Wakil Ketua DPRD Surabaya, Bahtiar Rifai, memastikan jadwal pelantikan sudah dikunci. Kuncinya? Surat Keputusan (SK) dari Gubernur Jawa Timur yang akhirnya mendarat mulus di meja legislatif, Senin pagi (4/5/2026). Dan begitu SK itu “hidup”, gerbong DPRD langsung ngebut.
“Baru dapat penomoran SK pagi tadi, tidak sampai tiga jam langsung kita gas Banmus. Hasilnya, sepakat tanggal 6 pelantikan,” kata Bahtiar, santai tapi penuh makna, di gedung dewan.
Tak pakai basa-basi, tak ada jeda dramatis.
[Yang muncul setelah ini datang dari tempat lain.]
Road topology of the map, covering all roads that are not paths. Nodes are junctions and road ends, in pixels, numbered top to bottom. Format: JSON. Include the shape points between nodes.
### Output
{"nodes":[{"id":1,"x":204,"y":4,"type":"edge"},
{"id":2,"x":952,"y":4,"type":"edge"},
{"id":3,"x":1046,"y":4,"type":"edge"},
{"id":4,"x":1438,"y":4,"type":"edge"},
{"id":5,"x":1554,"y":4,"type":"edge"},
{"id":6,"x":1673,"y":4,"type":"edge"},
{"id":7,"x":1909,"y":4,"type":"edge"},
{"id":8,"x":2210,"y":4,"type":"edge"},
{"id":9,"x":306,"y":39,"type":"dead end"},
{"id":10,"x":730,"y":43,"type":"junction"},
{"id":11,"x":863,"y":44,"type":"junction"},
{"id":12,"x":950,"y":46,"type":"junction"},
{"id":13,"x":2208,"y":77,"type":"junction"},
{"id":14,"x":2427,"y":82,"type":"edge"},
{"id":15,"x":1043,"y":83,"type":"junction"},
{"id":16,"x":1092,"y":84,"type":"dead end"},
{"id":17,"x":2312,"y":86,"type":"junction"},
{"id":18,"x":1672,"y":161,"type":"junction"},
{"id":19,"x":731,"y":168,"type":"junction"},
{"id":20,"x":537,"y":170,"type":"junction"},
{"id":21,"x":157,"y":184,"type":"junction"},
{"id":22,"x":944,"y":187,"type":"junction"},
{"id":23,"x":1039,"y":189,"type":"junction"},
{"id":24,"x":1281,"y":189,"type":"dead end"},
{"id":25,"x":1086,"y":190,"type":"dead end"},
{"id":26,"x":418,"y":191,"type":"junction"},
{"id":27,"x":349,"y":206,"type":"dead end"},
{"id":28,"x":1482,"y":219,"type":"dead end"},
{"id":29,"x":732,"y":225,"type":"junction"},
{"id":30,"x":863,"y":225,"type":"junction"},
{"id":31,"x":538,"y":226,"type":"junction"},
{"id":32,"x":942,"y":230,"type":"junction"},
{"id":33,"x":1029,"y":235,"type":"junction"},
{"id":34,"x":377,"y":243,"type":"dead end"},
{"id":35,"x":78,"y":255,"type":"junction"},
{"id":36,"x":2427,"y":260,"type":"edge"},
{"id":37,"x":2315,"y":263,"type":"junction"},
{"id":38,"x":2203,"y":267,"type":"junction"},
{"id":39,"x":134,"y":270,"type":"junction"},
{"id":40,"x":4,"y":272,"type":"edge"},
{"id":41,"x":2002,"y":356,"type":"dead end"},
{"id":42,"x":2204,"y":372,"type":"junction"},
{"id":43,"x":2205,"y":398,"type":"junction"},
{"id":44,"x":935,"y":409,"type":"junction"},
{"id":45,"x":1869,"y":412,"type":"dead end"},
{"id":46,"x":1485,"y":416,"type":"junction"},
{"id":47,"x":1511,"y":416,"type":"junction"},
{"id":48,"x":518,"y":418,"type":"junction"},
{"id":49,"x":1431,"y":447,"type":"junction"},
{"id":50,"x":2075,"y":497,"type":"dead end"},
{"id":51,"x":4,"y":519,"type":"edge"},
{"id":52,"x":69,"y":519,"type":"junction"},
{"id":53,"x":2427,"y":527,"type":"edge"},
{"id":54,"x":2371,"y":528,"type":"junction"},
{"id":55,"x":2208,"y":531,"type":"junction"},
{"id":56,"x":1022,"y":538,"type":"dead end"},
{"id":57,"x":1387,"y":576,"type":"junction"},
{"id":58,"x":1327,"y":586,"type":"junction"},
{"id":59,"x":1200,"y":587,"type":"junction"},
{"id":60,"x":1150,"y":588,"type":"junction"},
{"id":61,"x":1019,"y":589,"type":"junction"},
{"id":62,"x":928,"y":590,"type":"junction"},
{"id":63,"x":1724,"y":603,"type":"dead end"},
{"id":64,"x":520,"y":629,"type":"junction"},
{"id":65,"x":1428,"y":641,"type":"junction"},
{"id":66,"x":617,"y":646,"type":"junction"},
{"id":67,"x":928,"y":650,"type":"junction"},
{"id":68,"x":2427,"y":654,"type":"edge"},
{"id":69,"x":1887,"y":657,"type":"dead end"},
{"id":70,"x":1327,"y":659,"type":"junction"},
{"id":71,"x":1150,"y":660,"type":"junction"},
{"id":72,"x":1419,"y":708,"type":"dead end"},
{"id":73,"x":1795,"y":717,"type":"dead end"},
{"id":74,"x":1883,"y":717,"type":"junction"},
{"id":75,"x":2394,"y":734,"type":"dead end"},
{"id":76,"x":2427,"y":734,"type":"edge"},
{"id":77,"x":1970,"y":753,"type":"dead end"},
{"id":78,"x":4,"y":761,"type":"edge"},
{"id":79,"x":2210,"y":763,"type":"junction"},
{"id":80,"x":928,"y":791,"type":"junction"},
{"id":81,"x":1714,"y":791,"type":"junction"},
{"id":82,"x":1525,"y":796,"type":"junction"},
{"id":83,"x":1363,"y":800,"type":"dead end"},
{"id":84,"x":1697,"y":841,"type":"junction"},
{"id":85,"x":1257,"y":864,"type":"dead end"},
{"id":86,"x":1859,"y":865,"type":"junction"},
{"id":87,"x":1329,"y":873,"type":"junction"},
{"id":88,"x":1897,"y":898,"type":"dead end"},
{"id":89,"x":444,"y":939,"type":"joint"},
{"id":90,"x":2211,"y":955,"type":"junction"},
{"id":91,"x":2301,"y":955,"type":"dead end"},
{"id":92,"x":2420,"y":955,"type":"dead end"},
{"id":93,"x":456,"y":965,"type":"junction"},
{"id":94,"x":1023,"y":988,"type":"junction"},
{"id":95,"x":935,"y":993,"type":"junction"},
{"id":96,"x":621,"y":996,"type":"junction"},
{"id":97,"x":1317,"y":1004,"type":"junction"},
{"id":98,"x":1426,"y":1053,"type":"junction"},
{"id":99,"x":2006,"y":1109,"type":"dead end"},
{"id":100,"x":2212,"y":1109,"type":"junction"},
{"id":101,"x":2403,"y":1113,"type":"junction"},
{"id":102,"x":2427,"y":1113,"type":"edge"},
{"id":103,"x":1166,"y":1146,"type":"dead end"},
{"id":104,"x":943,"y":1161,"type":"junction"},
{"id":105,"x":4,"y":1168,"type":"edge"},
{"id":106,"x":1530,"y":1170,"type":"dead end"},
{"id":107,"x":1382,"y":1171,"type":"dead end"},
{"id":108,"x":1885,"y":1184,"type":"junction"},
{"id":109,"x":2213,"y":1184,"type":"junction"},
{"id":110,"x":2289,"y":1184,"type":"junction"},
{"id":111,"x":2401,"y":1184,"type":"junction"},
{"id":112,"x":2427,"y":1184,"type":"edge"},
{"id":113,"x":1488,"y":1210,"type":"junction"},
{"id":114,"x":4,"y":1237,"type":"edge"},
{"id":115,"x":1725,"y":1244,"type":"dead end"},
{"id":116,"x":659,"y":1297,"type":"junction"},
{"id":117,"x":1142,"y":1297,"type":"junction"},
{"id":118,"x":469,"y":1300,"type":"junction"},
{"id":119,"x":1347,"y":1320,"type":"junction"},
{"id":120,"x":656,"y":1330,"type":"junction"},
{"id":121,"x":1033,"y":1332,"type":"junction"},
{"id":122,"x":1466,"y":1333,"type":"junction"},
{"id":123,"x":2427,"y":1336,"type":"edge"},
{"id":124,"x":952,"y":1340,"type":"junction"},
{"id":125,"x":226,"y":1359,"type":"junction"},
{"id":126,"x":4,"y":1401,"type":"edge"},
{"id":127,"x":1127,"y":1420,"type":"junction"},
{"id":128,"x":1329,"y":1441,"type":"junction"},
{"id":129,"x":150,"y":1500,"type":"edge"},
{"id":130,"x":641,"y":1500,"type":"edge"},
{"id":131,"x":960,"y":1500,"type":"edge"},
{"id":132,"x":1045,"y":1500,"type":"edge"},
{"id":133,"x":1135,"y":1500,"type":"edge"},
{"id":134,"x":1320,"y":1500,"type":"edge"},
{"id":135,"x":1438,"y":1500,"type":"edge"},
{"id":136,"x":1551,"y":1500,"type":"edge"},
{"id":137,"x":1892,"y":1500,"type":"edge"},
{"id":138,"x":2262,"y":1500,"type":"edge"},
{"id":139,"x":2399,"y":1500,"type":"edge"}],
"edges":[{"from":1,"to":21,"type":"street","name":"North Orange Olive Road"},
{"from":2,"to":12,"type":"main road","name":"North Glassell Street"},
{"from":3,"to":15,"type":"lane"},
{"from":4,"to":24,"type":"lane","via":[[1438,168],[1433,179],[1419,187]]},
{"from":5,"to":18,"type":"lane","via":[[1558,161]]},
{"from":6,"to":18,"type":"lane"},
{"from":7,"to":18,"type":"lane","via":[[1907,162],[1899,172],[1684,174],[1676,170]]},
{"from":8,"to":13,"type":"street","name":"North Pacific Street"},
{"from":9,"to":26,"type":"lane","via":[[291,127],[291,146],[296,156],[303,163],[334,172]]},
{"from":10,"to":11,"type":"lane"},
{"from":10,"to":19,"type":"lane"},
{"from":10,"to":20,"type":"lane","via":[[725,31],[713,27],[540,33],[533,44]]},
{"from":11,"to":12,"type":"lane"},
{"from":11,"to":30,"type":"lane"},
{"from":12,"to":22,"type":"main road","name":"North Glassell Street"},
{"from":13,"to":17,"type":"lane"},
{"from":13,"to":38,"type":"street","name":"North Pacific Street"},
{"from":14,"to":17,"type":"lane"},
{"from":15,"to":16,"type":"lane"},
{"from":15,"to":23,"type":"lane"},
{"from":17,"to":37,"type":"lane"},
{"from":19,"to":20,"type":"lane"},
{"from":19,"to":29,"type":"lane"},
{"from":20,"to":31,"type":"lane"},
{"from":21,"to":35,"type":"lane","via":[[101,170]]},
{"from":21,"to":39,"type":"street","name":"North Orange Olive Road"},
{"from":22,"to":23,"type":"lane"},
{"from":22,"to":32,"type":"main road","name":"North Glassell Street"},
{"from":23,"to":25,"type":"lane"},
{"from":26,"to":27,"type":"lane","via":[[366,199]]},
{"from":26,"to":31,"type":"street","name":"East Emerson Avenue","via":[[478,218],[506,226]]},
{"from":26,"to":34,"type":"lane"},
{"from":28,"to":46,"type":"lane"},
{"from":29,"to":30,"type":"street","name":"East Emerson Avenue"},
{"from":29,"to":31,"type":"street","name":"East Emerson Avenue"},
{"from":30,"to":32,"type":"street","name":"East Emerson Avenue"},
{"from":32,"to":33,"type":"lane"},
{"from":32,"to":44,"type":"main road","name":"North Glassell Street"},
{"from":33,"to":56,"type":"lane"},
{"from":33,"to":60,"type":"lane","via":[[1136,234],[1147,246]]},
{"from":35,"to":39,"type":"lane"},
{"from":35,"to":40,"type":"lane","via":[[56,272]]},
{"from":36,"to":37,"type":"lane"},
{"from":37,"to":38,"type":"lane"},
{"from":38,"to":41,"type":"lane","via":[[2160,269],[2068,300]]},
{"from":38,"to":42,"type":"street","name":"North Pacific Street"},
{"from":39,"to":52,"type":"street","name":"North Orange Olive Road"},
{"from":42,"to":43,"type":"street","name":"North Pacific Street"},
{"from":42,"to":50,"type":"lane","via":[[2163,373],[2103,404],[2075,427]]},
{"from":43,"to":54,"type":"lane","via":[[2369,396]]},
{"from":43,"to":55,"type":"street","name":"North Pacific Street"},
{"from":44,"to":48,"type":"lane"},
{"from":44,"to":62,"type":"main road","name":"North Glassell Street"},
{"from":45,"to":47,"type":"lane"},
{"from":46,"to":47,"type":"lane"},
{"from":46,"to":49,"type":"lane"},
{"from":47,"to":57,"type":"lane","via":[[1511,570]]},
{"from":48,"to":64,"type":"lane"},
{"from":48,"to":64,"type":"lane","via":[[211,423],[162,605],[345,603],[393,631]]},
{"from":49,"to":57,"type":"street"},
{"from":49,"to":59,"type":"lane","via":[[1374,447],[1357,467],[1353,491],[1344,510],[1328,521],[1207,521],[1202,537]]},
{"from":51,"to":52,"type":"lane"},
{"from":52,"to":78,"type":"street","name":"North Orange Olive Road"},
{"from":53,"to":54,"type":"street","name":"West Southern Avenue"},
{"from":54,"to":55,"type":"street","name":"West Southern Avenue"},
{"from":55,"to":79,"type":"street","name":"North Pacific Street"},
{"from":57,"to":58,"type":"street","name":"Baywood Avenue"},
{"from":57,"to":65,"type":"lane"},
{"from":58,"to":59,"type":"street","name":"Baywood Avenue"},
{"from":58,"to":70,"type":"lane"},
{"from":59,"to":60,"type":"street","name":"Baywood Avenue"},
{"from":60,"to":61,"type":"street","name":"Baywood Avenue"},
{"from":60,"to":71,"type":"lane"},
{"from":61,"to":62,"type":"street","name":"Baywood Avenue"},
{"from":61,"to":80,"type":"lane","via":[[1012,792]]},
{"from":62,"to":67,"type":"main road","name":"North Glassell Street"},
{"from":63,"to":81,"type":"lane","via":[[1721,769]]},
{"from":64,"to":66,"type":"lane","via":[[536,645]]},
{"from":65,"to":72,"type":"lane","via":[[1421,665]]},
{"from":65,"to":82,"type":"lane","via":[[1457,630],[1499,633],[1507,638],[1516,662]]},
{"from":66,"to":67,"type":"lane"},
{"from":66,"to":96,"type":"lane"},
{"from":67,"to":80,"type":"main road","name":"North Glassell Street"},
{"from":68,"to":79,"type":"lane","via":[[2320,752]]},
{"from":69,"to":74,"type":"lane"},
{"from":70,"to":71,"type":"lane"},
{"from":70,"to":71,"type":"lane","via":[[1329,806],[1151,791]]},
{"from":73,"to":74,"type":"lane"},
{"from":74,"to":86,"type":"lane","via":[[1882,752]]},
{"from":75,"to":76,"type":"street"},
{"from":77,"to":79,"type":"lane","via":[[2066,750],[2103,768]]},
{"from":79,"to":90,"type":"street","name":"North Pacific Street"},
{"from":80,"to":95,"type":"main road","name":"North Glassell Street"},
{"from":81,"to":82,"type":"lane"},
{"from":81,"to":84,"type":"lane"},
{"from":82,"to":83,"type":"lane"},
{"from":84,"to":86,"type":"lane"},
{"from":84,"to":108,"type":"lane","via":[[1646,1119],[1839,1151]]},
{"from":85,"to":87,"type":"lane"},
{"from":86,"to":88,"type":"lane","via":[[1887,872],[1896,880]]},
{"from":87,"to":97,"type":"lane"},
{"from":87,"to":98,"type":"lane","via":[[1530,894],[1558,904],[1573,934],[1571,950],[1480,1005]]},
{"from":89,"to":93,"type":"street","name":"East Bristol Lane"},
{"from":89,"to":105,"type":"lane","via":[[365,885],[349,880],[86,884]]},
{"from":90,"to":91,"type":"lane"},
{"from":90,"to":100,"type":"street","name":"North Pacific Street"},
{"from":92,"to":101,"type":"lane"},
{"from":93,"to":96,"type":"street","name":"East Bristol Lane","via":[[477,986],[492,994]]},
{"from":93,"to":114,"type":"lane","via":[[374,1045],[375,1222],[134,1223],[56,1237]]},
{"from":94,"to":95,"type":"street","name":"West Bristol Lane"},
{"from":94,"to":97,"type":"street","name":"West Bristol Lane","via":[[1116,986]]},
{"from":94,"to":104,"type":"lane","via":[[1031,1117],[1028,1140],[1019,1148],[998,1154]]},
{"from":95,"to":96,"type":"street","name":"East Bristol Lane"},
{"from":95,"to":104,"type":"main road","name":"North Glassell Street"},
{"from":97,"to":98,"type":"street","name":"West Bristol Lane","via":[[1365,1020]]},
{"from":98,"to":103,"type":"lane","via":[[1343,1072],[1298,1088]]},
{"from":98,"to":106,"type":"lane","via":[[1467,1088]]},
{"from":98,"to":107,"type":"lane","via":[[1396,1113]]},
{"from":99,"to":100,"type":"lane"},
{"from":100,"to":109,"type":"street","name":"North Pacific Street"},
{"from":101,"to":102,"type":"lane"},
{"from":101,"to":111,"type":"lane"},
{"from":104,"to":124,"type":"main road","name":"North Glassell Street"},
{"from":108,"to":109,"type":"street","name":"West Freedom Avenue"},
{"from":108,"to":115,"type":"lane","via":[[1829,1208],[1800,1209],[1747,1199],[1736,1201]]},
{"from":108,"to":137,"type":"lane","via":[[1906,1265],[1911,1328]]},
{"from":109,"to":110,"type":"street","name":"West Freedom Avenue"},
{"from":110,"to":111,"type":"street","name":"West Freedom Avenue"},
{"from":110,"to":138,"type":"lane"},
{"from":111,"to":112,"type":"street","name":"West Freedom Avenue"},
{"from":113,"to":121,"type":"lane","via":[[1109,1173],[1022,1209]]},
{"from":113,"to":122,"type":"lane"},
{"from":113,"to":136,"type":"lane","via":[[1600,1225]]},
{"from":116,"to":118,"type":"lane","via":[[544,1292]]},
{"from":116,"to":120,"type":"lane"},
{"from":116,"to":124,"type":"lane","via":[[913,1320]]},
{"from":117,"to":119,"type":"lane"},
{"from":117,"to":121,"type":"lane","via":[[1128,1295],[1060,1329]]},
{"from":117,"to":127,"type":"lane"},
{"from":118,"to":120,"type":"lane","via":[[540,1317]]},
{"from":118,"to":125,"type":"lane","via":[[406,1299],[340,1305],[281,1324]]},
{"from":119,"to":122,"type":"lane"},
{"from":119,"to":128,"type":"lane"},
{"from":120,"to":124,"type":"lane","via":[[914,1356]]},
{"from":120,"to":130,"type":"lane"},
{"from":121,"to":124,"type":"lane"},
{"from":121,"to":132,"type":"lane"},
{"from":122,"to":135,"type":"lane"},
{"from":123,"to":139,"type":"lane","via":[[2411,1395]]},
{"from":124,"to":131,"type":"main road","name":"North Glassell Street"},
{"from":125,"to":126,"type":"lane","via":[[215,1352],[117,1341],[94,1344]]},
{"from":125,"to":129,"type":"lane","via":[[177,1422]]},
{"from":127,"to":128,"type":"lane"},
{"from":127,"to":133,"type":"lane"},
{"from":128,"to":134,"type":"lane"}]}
Semua serba cepat, seolah menebus waktu yang sempat menggantung.
Rapat paripurna nanti bukan sekadar seremoni angkat sumpah. Ada agenda lain yang tak kalah “panas”: penataan ulang Alat Kelengkapan Dewan (AKD).
Artinya? Selain kursi ketua yang resmi terisi, peta kekuatan internal DPRD juga berpotensi ikut bergeser.
Salah satu nama yang ikut terseret arus perubahan adalah Anas Karno. Politisi ini disebut akan menempati posisi baru di AKD. Namun, Bahtiar memilih bermain aman, atau mungkin sengaja bikin penasaran.
“Surat dari DPC PDIP sudah masuk. Tinggal pengantar dari fraksi. Soal ditempatkan di mana, nanti saja di paripurna,” ujarnya singkat.
Nada jawabannya ringan, tapi pesannya jelas, tunggu saja kejutan di hari H.
Pelantikan ini seperti titik akhir dari spekulasi panjang yang sempat membuat DPRD Surabaya terlihat “sunyi tapi tegang”. Kini, semua bergerak cepat, seolah tak ingin membuka ruang untuk spekulasi baru.
Namun satu hal pasti: ketika palu diketok pukul 10.00 WIB nanti, bukan hanya seorang ketua yang dilantik. Ada dinamika baru yang siap dimainkan.
Dan di gedung dewan, cerita biasanya baru benar-benar dimulai, justru setelah semuanya terlihat selesai.